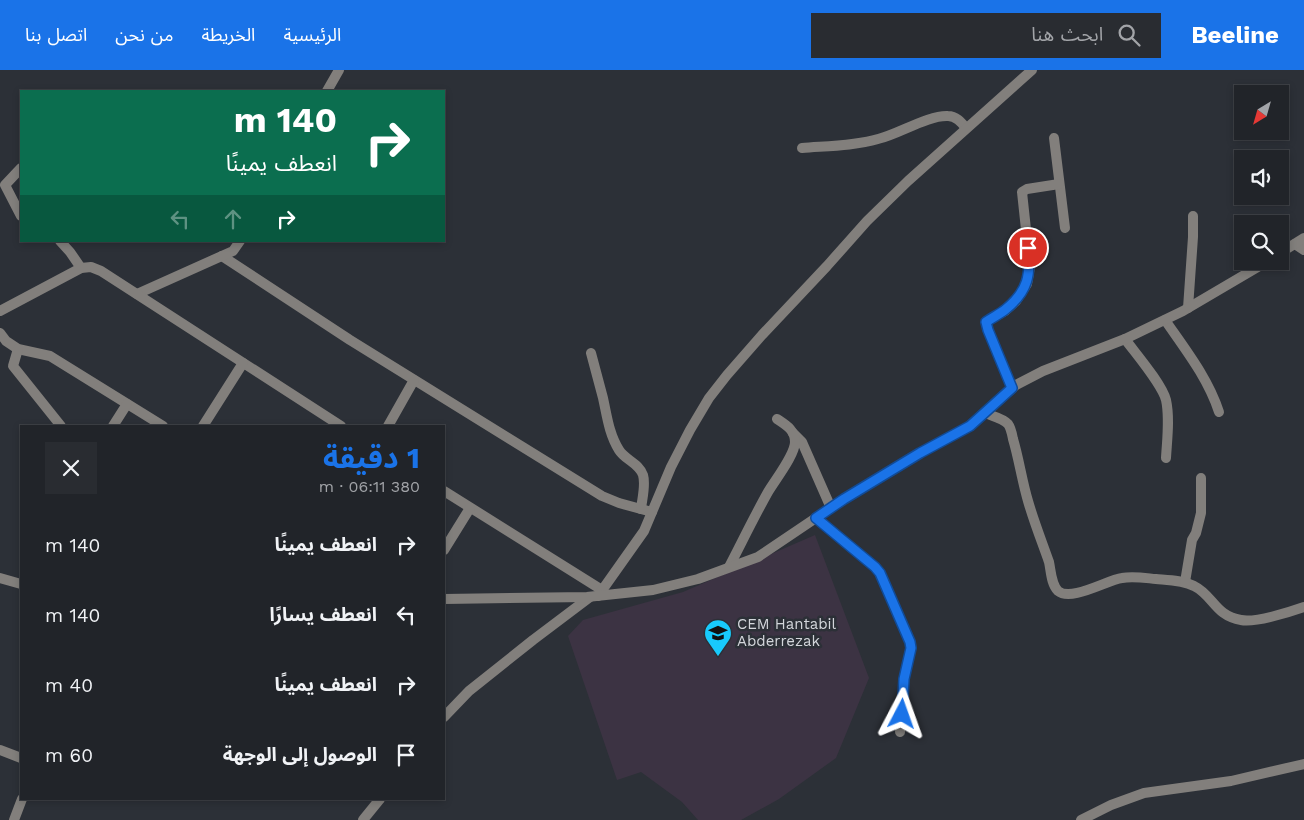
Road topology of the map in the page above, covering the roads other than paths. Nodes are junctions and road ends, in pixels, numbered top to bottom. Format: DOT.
graph roads {
  1 [pos="340,70"];
  2 [pos="1032,70"];
  3 [pos="328,90"];
  4 [pos="966,128"];
  5 [pos="1054,138"];
  6 [pos="802,148"];
  7 [pos="20,169"];
  8 [pos="1059,184"];
  9 [pos="20,214"];
  10 [pos="1193,216"];
  11 [pos="1065,228"];
  12 [pos="1299,241"];
  13 [pos="61,242"];
  14 [pos="239,242"];
  15 [pos="1304,250"];
  16 [pos="222,256"];
  17 [pos="81,268"];
  18 [pos="1253,270"];
  19 [pos="137,294"];
  20 [pos="1188,308"];
  21 [pos="0,311"];
  22 [pos="1165,320"];
  23 [pos="0,333"];
  24 [pos="1125,339"];
  25 [pos="18,349"];
  26 [pos="591,353"];
  27 [pos="243,363"];
  28 [pos="414,380"];
  29 [pos="1012,388"];
  30 [pos="127,404"];
  31 [pos="1219,412"];
  32 [pos="985,413"];
  33 [pos="777,419"];
  34 [pos="60,425"];
  35 [pos="114,425"];
  36 [pos="160,425"];
  37 [pos="204,425"];
  38 [pos="339,425"];
  39 [pos="389,425"];
  40 [pos="793,433"];
  41 [pos="1166,458"];
  42 [pos="1201,478"];
  43 [pos="445,492"];
  44 [pos="470,508"];
  45 [pos="830,508"];
  46 [pos="646,511"];
  47 [pos="816,518"];
  48 [pos="445,548"];
  49 [pos="729,568"];
  50 [pos="0,578"];
  51 [pos="1185,582"];
  52 [pos="20,584"];
  53 [pos="597,594"];
  54 [pos="445,599"];
  55 [pos="1304,607"];
  56 [pos="445,716"];
  57 [pos="900,732"];
  58 [pos="0,750"];
  59 [pos="20,758"];
  60 [pos="1304,764"];
  61 [pos="22,800"];
  62 [pos="379,800"];
  63 [pos="14,820"];
  64 [pos="362,820"];
  65 [pos="1082,820"];
  1 -- 3 [label="street"];
  2 -- 4 [label="street"];
  4 -- 6 [label="street"];
  4 -- 46 [label="street"];
  5 -- 8 [label="street"];
  7 -- 9 [label="street"];
  8 -- 11 [label="street"];
  8 -- 29 [label="street"];
  10 -- 20 [label="street"];
  12 -- 15 [label="street"];
  13 -- 17 [label="street"];
  14 -- 16 [label="street"];
  16 -- 19 [label="street"];
  16 -- 28 [label="street"];
  17 -- 19 [label="street"];
  17 -- 21 [label="street"];
  18 -- 20 [label="street"];
  19 -- 27 [label="street"];
  20 -- 22 [label="street"];
  22 -- 24 [label="street"];
  22 -- 31 [label="street"];
  23 -- 25 [label="street"];
  24 -- 29 [label="street"];
  24 -- 41 [label="street"];
  25 -- 30 [label="street"];
  25 -- 34 [label="street"];
  26 -- 46 [label="street"];
  27 -- 37 [label="street"];
  27 -- 38 [label="street"];
  28 -- 39 [label="street"];
  28 -- 46 [label="street"];
  29 -- 32 [label="street"];
  30 -- 35 [label="street"];
  30 -- 36 [label="street"];
  32 -- 45 [label="street"];
  32 -- 51 [label="street"];
  33 -- 40 [label="street"];
  40 -- 45 [label="street"];
  40 -- 49 [label="street"];
  42 -- 51 [label="street"];
  43 -- 44 [label="street"];
  44 -- 48 [label="street"];
  44 -- 53 [label="street"];
  45 -- 47 [label="street"];
  46 -- 53 [label="street"];
  47 -- 49 [label="street"];
  47 -- 57 [label="street"];
  49 -- 53 [label="street"];
  50 -- 52 [label="street"];
  51 -- 55 [label="street"];
  53 -- 54 [label="street"];
  53 -- 56 [label="street"];
  58 -- 59 [label="street"];
  60 -- 65 [label="street"];
  61 -- 63 [label="street"];
  62 -- 64 [label="street"];
}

◇ ◇ ◇ ◇ ◇ ◇ ◇

- [Your task]: Each line containing "roads" belongs in the answer; pick these out of the material and copy them.

- [Written answer]:
Road topology of the map in the page above, covering the roads other than paths. Nodes are junctions and road ends, in pixels, numbered top to bottom. Format: DOT.
graph roads {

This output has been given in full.